Sen. Marco Rubio (R-FL) said he would also visit a mosque, just like President Barack Obama did last week when he spoke at an Islamic center for the first time in his nearly eight years as commander in chief of the United States.
“Would you visit a mosque as president,” ABC’s David Muir asked the Republican presidential candidate during the Saturday night debate in New Hampshire. “I would,” Rubio responded. “But that’s not the issue. My problem is with what he did as he continues to put out this fiction that there’s widespread, systematic discrimination against Muslim Americans.”
Muir prefaced his question by recalling Rubio’s comments this past Wednesday after Obama spoke at the Islamic Society of Baltimore about how the president is always “pitting people against each other.” At the time, Rubio had said:
He [Obama] gave a speech at a mosque, basically implying that America is discriminating against Muslims. Of course there’s discrimination in America, of every kind. But the bigger issue is radical Islam. This constant pitting people against each other, I can’t stand that. It’s hurting our country badly.
Rubio backed his statement about the commander in chief during Saturday night’s debate, noting that Muslim Americans have also died fighting for this country and that his comments above were in reference to Obama’s playing up of hate crimes and discrimination against Muslims. In his response to Muir, Rubio also emphasized the need to form better relationships with Muslims to have them working to help law enforcement officials track down radicals within the faith.
First of all, let’s recognize this. If you go to a national cemetery in this country, you will see stars of Davids and crosses, but you see crescent moons. There are brave men and women who happen to be Muslim Americans who are serving this country in uniform and who have died in the service of this country. And we recognize that and we honor that. But by the same token, we face a very significant threat of home grown violent extremism.
We need to have strong, positive relationships in the Islamic communities in this country so they will identify and report this activity, especially mosques, for example, that are participating not just in hate speech, but inciting violence and taking acts against us.
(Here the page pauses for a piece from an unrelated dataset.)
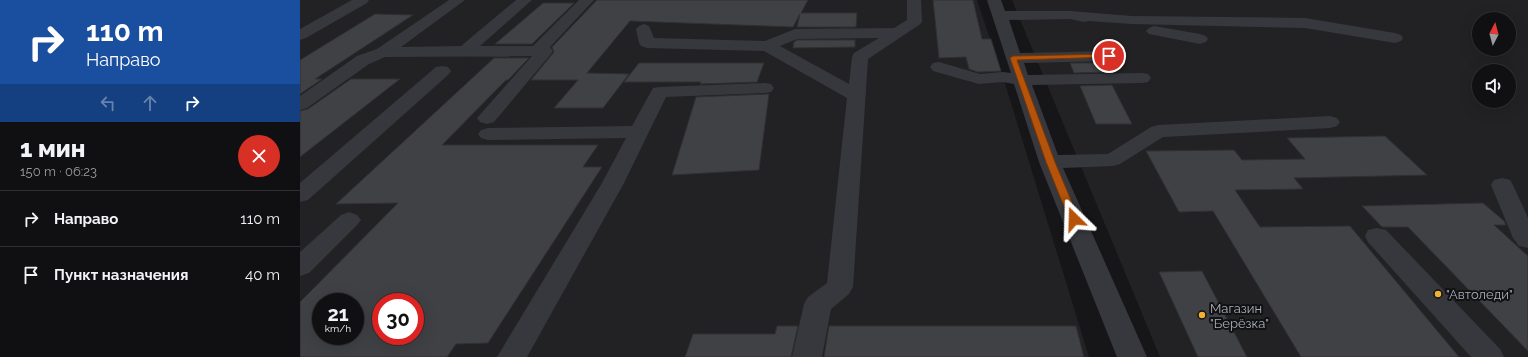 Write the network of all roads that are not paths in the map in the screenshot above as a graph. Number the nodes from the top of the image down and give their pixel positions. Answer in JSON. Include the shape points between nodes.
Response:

And I do believe it is important also to recognize, you want to talk about religious discrimination in America. Well, I don’t think Barack Obama is being sued by any Islamic groups, but he is being sued by the Little Sisters of the Poor. We are facing in this country Christian groups and groups that hold traditional values who feel and in fact are being discriminated against by the laws of this country that try to force them to vie to violate their conscience.
Among statements he gave during his February 3 speech in Baltimore, President Obama said “Islam has always been part of America” telling the audience that the religion, historically, had existed among African slaves who were brought to America. “Muslim Americans keep us safe. They’re our police and our firefighters. They’re in homeland security, in our intelligence community,” Obama said.
He then praised Islam as being a peaceful religion and suggested it was not an aggressive message preached by groups like the Islamic State (ISIS, ISIL, Daesh):
For more than a thousand years, people have been drawn to Islam’s message of peace. And the very word itself, Islam, comes from salam — peace. The standard greeting is as-salamu alaykum — peace be upon you. And like so many faiths, Islam is rooted in a commitment to compassion and mercy and justice and charity. Whoever wants to enter paradise, the Prophet Muhammad taught, ‘let him treat people the way he would love to be treated.'”
Obama continued, “For Christians like myself, I’m assuming that sounds familiar.”